> [Problem requirements] Pick out the lines below that contain the string "main" and copy them all.

> [Information given]
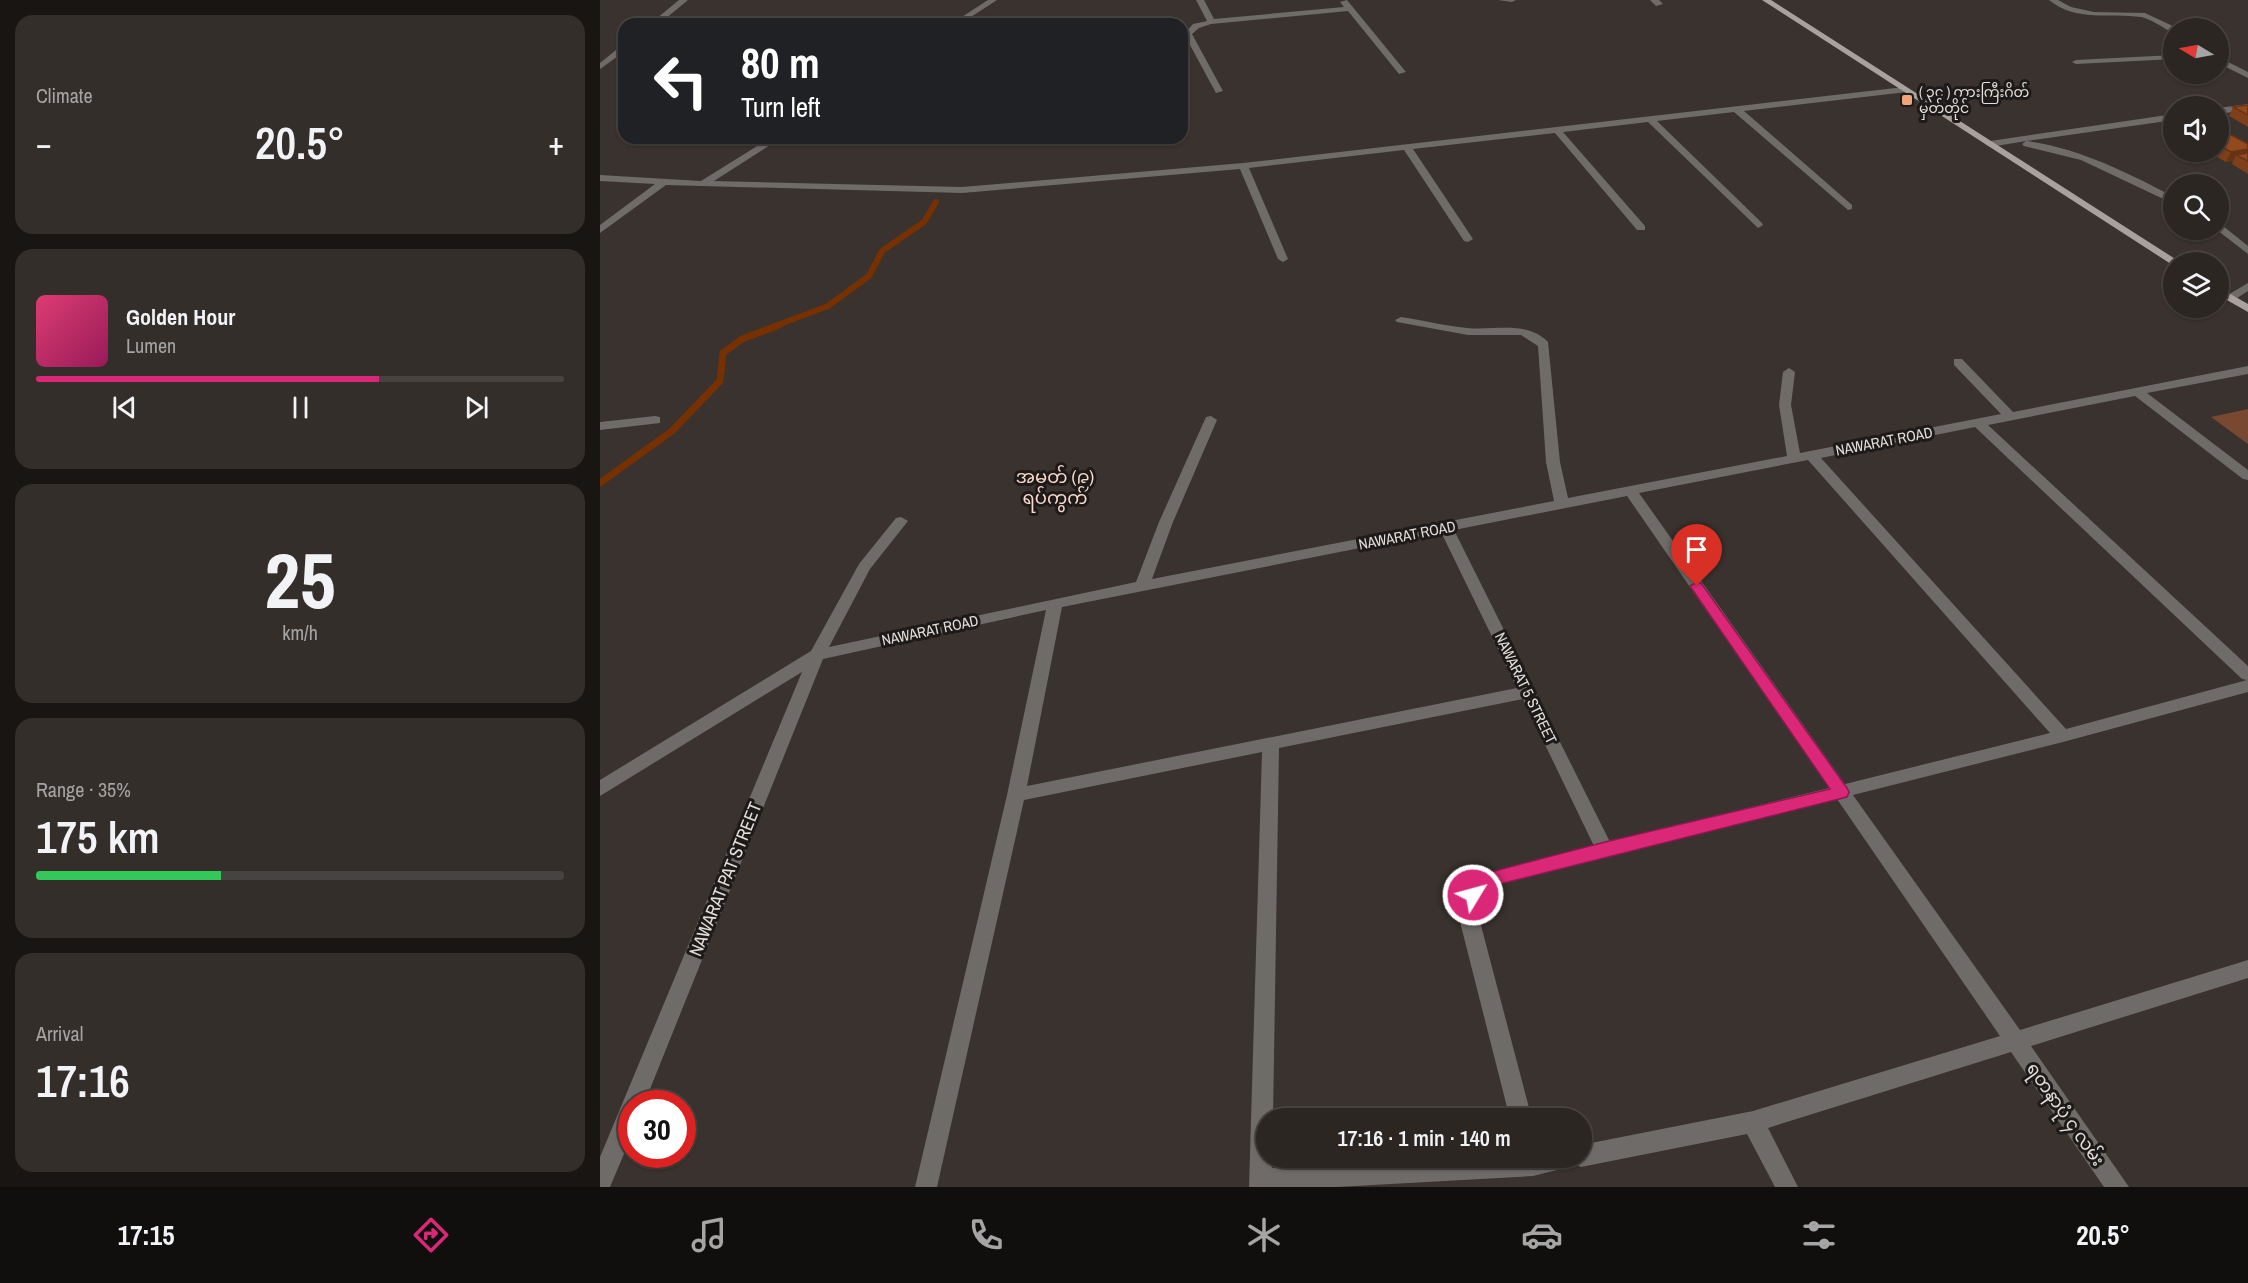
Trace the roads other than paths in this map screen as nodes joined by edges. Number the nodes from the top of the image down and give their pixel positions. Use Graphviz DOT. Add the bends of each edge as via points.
graph roads {
  1 [pos="684,0"];
  2 [pos="993,0"];
  3 [pos="1200,0"];
  4 [pos="1342,0"];
  5 [pos="1502,0"];
  6 [pos="1512,0"];
  7 [pos="1766,0"];
  8 [pos="2053,0"];
  9 [pos="1349,9"];
  10 [pos="662,18"];
  11 [pos="964,18"];
  12 [pos="1211,22"];
  13 [pos="2163,24"];
  14 [pos="618,53"];
  15 [pos="2163,58"];
  16 [pos="2076,62"];
  17 [pos="2229,65"];
  18 [pos="600,67"];
  19 [pos="1402,72"];
  20 [pos="2248,75"];
  21 [pos="1904,90"];
  22 [pos="1219,92"];
  23 [pos="2248,107"];
  24 [pos="1736,109"];
  25 [pos="2229,110"];
  26 [pos="1650,119"];
  27 [pos="2163,119"];
  28 [pos="1557,130"];
  29 [pos="2005,142"];
  30 [pos="766,144"];
  31 [pos="1990,144"];
  32 [pos="1407,147"];
  33 [pos="1243,166"];
  34 [pos="600,178"];
  35 [pos="664,182"];
  36 [pos="703,184"];
  37 [pos="2163,195"];
  38 [pos="1848,207"];
  39 [pos="1758,225"];
  40 [pos="1641,228"];
  41 [pos="600,230"];
  42 [pos="2229,235"];
  43 [pos="1468,239"];
  44 [pos="2248,251"];
  45 [pos="2163,254"];
  46 [pos="1283,260"];
  47 [pos="2248,286"];
  48 [pos="2230,298"];
  49 [pos="2248,309"];
  50 [pos="1401,320"];
  51 [pos="1958,362"];
  52 [pos="2248,370"];
  53 [pos="1789,372"];
  54 [pos="2139,393"];
  55 [pos="2010,416"];
  56 [pos="655,420"];
  57 [pos="1210,420"];
  58 [pos="1977,422"];
  59 [pos="600,426"];
  60 [pos="1811,455"];
  61 [pos="1794,459"];
  62 [pos="2248,476"];
  63 [pos="1631,492"];
  64 [pos="1562,505"];
  65 [pos="901,521"];
  66 [pos="1446,527"];
  67 [pos="1142,586"];
  68 [pos="1055,603"];
  69 [pos="817,655"];
  70 [pos="2248,675"];
  71 [pos="2248,686"];
  72 [pos="1528,692"];
  73 [pos="2063,736"];
  74 [pos="1271,743"];
  75 [pos="600,789"];
  76 [pos="1841,792"];
  77 [pos="1016,795"];
  78 [pos="1605,849"];
  79 [pos="2248,969"];
  80 [pos="2015,1042"];
  81 [pos="639,1090"];
  82 [pos="1518,1108"];
  83 [pos="1753,1122"];
  84 [pos="618,1140"];
  85 [pos="1592,1154"];
  86 [pos="1458,1168"];
  87 [pos="600,1184"];
  88 [pos="1260,1184"];
  89 [pos="926,1187"];
  90 [pos="1787,1187"];
  91 [pos="2118,1187"];
  1 -- 10 [label="street"];
  2 -- 11 [label="street"];
  3 -- 12 [label="street"];
  4 -- 9 [label="street"];
  5 -- 6 [label="street"];
  7 -- 21 [label="main road"];
  8 -- 13 [label="street" via="2069,9 2094,14 2145,15"];
  9 -- 12 [label="street"];
  9 -- 19 [label="street"];
  12 -- 22 [label="street" via="1196,26 1188,34"];
  14 -- 18 [label="street"];
  15 -- 16 [label="street"];
  17 -- 20 [label="street"];
  21 -- 24 [label="street"];
  21 -- 31 [label="main road"];
  23 -- 25 [label="street"];
  24 -- 26 [label="street"];
  24 -- 38 [label="street"];
  26 -- 28 [label="street"];
  26 -- 39 [label="street"];
  27 -- 29 [label="street"];
  28 -- 32 [label="street"];
  28 -- 40 [label="street"];
  29 -- 31 [label="street"];
  29 -- 37 [label="street" via="2074,152 2110,166"];
  30 -- 36 [label="street"];
  31 -- 45 [label="main road"];
  32 -- 33 [label="street"];
  32 -- 43 [label="street"];
  33 -- 36 [label="street" via="962,190"];
  33 -- 46 [label="street"];
  34 -- 35 [label="street"];
  35 -- 36 [label="street"];
  35 -- 41 [label="street"];
  42 -- 44 [label="street"];
  47 -- 48 [label="street"];
  48 -- 49 [label="main road"];
  50 -- 64 [label="street" via="1468,332 1523,333 1544,345 1553,462"];
  51 -- 55 [label="street"];
  52 -- 54 [label="street, NAWARAT ROAD"];
  53 -- 61 [label="street" via="1785,405"];
  54 -- 55 [label="street, NAWARAT ROAD"];
  54 -- 62 [label="street"];
  55 -- 58 [label="street, NAWARAT ROAD"];
  56 -- 59 [label="street"];
  57 -- 67 [label="street"];
  58 -- 60 [label="street, NAWARAT ROAD"];
  58 -- 70 [label="street"];
  60 -- 61 [label="street, NAWARAT ROAD"];
  60 -- 73 [label="street"];
  61 -- 63 [label="street, NAWARAT ROAD"];
  63 -- 64 [label="street, NAWARAT ROAD"];
  63 -- 76 [label="street, ရတနာပုံ ၄ လမ်း"];
  64 -- 66 [label="street, NAWARAT ROAD"];
  65 -- 69 [label="street, NAWARAT PAT STREET" via="864,567"];
  66 -- 67 [label="street, NAWARAT ROAD"];
  66 -- 72 [label="street, NAWARAT 5 STREET"];
  67 -- 68 [label="street, NAWARAT ROAD"];
  68 -- 69 [label="street, NAWARAT ROAD"];
  68 -- 77 [label="street"];
  69 -- 75 [label="street, NAWARAT ROAD"];
  69 -- 81 [label="street, NAWARAT PAT STREET"];
  71 -- 73 [label="street"];
  72 -- 74 [label="street"];
  72 -- 78 [label="street, NAWARAT 5 STREET"];
  73 -- 76 [label="street"];
  74 -- 77 [label="street"];
  74 -- 88 [label="street"];
  76 -- 78 [label="street"];
  76 -- 80 [label="street, ရတနာပုံ ၄ လမ်း"];
  77 -- 89 [label="street"];
  78 -- 82 [label="street" via="1487,880 1473,895 1468,914"];
  79 -- 80 [label="street"];
  80 -- 83 [label="street"];
  80 -- 91 [label="street, ရတနာပုံ ၄ လမ်း"];
  83 -- 85 [label="street"];
  83 -- 90 [label="street"];
  84 -- 87 [label="street, NAWARAT PAT STREET"];
  86 -- 88 [label="street"];
}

> [Solution to the exercise]
  7 -- 21 [label="main road"];
  21 -- 31 [label="main road"];
  31 -- 45 [label="main road"];
  48 -- 49 [label="main road"];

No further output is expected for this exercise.